**What you will do:** Your answer should be the records below, written out exactly.

Entries shown START

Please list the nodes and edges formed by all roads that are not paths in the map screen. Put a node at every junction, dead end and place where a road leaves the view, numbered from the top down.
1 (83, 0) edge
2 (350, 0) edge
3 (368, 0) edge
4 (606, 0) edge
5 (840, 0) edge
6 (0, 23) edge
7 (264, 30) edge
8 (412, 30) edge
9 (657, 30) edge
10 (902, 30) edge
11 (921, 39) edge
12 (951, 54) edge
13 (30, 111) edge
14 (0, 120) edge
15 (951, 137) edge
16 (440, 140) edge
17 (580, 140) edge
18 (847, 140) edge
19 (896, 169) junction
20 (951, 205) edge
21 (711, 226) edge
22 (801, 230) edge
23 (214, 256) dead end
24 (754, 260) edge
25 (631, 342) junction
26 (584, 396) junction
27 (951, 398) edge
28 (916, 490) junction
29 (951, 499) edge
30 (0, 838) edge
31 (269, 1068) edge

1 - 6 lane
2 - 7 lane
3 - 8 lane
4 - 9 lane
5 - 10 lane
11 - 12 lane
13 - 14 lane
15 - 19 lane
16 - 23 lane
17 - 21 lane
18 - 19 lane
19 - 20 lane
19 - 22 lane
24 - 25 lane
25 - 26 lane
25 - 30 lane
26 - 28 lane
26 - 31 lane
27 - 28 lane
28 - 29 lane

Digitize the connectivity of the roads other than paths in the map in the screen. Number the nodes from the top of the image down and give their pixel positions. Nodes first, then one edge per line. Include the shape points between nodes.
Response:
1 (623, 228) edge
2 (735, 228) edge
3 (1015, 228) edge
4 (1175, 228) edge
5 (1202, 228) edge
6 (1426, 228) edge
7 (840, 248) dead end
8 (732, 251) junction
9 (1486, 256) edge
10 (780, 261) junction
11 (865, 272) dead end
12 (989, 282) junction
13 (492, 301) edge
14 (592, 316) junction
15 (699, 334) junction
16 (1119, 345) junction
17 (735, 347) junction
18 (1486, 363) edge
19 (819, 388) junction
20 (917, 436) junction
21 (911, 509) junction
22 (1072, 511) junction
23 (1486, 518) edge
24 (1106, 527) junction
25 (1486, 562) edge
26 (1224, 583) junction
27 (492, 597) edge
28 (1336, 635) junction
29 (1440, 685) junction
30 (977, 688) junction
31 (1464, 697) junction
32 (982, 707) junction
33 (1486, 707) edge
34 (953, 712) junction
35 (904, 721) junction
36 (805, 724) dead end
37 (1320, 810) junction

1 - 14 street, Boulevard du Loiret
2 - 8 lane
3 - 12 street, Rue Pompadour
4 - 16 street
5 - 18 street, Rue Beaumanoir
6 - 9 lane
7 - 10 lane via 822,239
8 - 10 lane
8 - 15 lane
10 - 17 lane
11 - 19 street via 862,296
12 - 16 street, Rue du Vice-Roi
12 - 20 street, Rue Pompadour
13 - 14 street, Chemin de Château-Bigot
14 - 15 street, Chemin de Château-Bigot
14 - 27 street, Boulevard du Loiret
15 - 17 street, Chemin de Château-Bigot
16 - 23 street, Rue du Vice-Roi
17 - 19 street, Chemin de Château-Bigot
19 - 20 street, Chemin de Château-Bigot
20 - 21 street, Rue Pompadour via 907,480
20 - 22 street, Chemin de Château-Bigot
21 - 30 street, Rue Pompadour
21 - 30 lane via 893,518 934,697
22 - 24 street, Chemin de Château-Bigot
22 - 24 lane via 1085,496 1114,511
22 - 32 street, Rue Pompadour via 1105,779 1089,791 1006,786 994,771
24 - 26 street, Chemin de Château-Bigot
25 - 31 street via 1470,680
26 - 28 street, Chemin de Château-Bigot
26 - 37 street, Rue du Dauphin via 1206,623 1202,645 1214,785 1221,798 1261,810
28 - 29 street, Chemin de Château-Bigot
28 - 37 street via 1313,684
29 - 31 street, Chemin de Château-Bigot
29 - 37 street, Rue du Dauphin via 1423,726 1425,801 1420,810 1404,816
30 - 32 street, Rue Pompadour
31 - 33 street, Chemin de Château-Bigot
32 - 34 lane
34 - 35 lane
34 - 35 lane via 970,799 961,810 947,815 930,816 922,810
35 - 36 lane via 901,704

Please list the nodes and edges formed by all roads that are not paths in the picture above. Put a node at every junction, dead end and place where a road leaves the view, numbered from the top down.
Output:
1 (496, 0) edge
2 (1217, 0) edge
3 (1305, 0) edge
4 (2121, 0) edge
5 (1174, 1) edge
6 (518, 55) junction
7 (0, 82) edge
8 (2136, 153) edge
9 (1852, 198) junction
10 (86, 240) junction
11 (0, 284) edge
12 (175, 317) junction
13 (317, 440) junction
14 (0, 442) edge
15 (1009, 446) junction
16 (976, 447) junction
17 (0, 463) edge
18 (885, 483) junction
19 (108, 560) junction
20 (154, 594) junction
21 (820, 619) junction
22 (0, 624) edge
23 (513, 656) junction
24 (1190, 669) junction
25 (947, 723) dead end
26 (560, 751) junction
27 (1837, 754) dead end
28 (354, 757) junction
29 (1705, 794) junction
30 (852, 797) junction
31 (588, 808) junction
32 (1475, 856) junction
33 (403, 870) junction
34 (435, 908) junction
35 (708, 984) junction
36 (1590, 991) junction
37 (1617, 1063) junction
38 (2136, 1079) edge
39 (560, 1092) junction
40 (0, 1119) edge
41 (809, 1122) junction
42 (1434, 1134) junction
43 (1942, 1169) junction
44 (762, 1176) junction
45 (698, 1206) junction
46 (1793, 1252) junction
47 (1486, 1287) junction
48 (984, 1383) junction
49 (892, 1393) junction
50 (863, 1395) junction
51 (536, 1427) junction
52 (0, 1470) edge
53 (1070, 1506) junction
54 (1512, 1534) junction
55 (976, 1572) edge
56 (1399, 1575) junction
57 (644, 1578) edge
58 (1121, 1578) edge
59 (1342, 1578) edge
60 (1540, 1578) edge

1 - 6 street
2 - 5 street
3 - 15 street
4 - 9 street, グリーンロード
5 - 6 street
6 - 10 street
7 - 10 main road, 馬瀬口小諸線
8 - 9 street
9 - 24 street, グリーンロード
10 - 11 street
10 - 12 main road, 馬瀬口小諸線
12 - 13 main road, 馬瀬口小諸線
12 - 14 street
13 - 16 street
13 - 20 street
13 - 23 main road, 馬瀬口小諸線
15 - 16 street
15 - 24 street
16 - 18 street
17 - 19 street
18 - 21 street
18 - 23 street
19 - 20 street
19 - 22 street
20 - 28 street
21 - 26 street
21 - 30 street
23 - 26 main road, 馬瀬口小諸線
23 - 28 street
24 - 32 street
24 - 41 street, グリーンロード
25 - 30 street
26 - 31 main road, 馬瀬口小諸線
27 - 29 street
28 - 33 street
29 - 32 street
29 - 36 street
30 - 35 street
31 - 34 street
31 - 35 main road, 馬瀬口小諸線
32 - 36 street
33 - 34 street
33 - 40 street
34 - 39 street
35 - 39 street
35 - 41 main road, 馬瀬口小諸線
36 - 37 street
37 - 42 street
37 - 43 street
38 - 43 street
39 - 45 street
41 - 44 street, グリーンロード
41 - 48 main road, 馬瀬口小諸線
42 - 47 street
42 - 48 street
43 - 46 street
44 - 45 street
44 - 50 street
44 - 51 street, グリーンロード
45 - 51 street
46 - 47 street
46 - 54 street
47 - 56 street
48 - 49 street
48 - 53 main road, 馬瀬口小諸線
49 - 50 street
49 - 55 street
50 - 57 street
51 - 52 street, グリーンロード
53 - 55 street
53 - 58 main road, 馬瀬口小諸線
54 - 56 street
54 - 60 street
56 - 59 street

Entries shown END

**Your response:**
Please list the nodes and edges formed by all roads that are not paths in the map screen. Put a node at every junction, dead end and place where a road leaves the view, numbered from the top down.
1 (83, 0) edge
2 (350, 0) edge
3 (368, 0) edge
4 (606, 0) edge
5 (840, 0) edge
6 (0, 23) edge
7 (264, 30) edge
8 (412, 30) edge
9 (657, 30) edge
10 (902, 30) edge
11 (921, 39) edge
12 (951, 54) edge
13 (30, 111) edge
14 (0, 120) edge
15 (951, 137) edge
16 (440, 140) edge
17 (580, 140) edge
18 (847, 140) edge
19 (896, 169) junction
20 (951, 205) edge
21 (711, 226) edge
22 (801, 230) edge
23 (214, 256) dead end
24 (754, 260) edge
25 (631, 342) junction
26 (584, 396) junction
27 (951, 398) edge
28 (916, 490) junction
29 (951, 499) edge
30 (0, 838) edge
31 (269, 1068) edge

1 - 6 lane
2 - 7 lane
3 - 8 lane
4 - 9 lane
5 - 10 lane
11 - 12 lane
13 - 14 lane
15 - 19 lane
16 - 23 lane
17 - 21 lane
18 - 19 lane
19 - 20 lane
19 - 22 lane
24 - 25 lane
25 - 26 lane
25 - 30 lane
26 - 28 lane
26 - 31 lane
27 - 28 lane
28 - 29 lane

Digitize the connectivity of the roads other than paths in the map in the screen. Number the nodes from the top of the image down and give their pixel positions. Nodes first, then one edge per line. Include the shape points between nodes.
Response:
1 (623, 228) edge
2 (735, 228) edge
3 (1015, 228) edge
4 (1175, 228) edge
5 (1202, 228) edge
6 (1426, 228) edge
7 (840, 248) dead end
8 (732, 251) junction
9 (1486, 256) edge
10 (780, 261) junction
11 (865, 272) dead end
12 (989, 282) junction
13 (492, 301) edge
14 (592, 316) junction
15 (699, 334) junction
16 (1119, 345) junction
17 (735, 347) junction
18 (1486, 363) edge
19 (819, 388) junction
20 (917, 436) junction
21 (911, 509) junction
22 (1072, 511) junction
23 (1486, 518) edge
24 (1106, 527) junction
25 (1486, 562) edge
26 (1224, 583) junction
27 (492, 597) edge
28 (1336, 635) junction
29 (1440, 685) junction
30 (977, 688) junction
31 (1464, 697) junction
32 (982, 707) junction
33 (1486, 707) edge
34 (953, 712) junction
35 (904, 721) junction
36 (805, 724) dead end
37 (1320, 810) junction

1 - 14 street, Boulevard du Loiret
2 - 8 lane
3 - 12 street, Rue Pompadour
4 - 16 street
5 - 18 street, Rue Beaumanoir
6 - 9 lane
7 - 10 lane via 822,239
8 - 10 lane
8 - 15 lane
10 - 17 lane
11 - 19 street via 862,296
12 - 16 street, Rue du Vice-Roi
12 - 20 street, Rue Pompadour
13 - 14 street, Chemin de Château-Bigot
14 - 15 street, Chemin de Château-Bigot
14 - 27 street, Boulevard du Loiret
15 - 17 street, Chemin de Château-Bigot
16 - 23 street, Rue du Vice-Roi
17 - 19 street, Chemin de Château-Bigot
19 - 20 street, Chemin de Château-Bigot
20 - 21 street, Rue Pompadour via 907,480
20 - 22 street, Chemin de Château-Bigot
21 - 30 street, Rue Pompadour
21 - 30 lane via 893,518 934,697
22 - 24 street, Chemin de Château-Bigot
22 - 24 lane via 1085,496 1114,511
22 - 32 street, Rue Pompadour via 1105,779 1089,791 1006,786 994,771
24 - 26 street, Chemin de Château-Bigot
25 - 31 street via 1470,680
26 - 28 street, Chemin de Château-Bigot
26 - 37 street, Rue du Dauphin via 1206,623 1202,645 1214,785 1221,798 1261,810
28 - 29 street, Chemin de Château-Bigot
28 - 37 street via 1313,684
29 - 31 street, Chemin de Château-Bigot
29 - 37 street, Rue du Dauphin via 1423,726 1425,801 1420,810 1404,816
30 - 32 street, Rue Pompadour
31 - 33 street, Chemin de Château-Bigot
32 - 34 lane
34 - 35 lane
34 - 35 lane via 970,799 961,810 947,815 930,816 922,810
35 - 36 lane via 901,704

Please list the nodes and edges formed by all roads that are not paths in the picture above. Put a node at every junction, dead end and place where a road leaves the view, numbered from the top down.
Output:
1 (496, 0) edge
2 (1217, 0) edge
3 (1305, 0) edge
4 (2121, 0) edge
5 (1174, 1) edge
6 (518, 55) junction
7 (0, 82) edge
8 (2136, 153) edge
9 (1852, 198) junction
10 (86, 240) junction
11 (0, 284) edge
12 (175, 317) junction
13 (317, 440) junction
14 (0, 442) edge
15 (1009, 446) junction
16 (976, 447) junction
17 (0, 463) edge
18 (885, 483) junction
19 (108, 560) junction
20 (154, 594) junction
21 (820, 619) junction
22 (0, 624) edge
23 (513, 656) junction
24 (1190, 669) junction
25 (947, 723) dead end
26 (560, 751) junction
27 (1837, 754) dead end
28 (354, 757) junction
29 (1705, 794) junction
30 (852, 797) junction
31 (588, 808) junction
32 (1475, 856) junction
33 (403, 870) junction
34 (435, 908) junction
35 (708, 984) junction
36 (1590, 991) junction
37 (1617, 1063) junction
38 (2136, 1079) edge
39 (560, 1092) junction
40 (0, 1119) edge
41 (809, 1122) junction
42 (1434, 1134) junction
43 (1942, 1169) junction
44 (762, 1176) junction
45 (698, 1206) junction
46 (1793, 1252) junction
47 (1486, 1287) junction
48 (984, 1383) junction
49 (892, 1393) junction
50 (863, 1395) junction
51 (536, 1427) junction
52 (0, 1470) edge
53 (1070, 1506) junction
54 (1512, 1534) junction
55 (976, 1572) edge
56 (1399, 1575) junction
57 (644, 1578) edge
58 (1121, 1578) edge
59 (1342, 1578) edge
60 (1540, 1578) edge

1 - 6 street
2 - 5 street
3 - 15 street
4 - 9 street, グリーンロード
5 - 6 street
6 - 10 street
7 - 10 main road, 馬瀬口小諸線
8 - 9 street
9 - 24 street, グリーンロード
10 - 11 street
10 - 12 main road, 馬瀬口小諸線
12 - 13 main road, 馬瀬口小諸線
12 - 14 street
13 - 16 street
13 - 20 street
13 - 23 main road, 馬瀬口小諸線
15 - 16 street
15 - 24 street
16 - 18 street
17 - 19 street
18 - 21 street
18 - 23 street
19 - 20 street
19 - 22 street
20 - 28 street
21 - 26 street
21 - 30 street
23 - 26 main road, 馬瀬口小諸線
23 - 28 street
24 - 32 street
24 - 41 street, グリーンロード
25 - 30 street
26 - 31 main road, 馬瀬口小諸線
27 - 29 street
28 - 33 street
29 - 32 street
29 - 36 street
30 - 35 street
31 - 34 street
31 - 35 main road, 馬瀬口小諸線
32 - 36 street
33 - 34 street
33 - 40 street
34 - 39 street
35 - 39 street
35 - 41 main road, 馬瀬口小諸線
36 - 37 street
37 - 42 street
37 - 43 street
38 - 43 street
39 - 45 street
41 - 44 street, グリーンロード
41 - 48 main road, 馬瀬口小諸線
42 - 47 street
42 - 48 street
43 - 46 street
44 - 45 street
44 - 50 street
44 - 51 street, グリーンロード
45 - 51 street
46 - 47 street
46 - 54 street
47 - 56 street
48 - 49 street
48 - 53 main road, 馬瀬口小諸線
49 - 50 street
49 - 55 street
50 - 57 street
51 - 52 street, グリーンロード
53 - 55 street
53 - 58 main road, 馬瀬口小諸線
54 - 56 street
54 - 60 street
56 - 59 street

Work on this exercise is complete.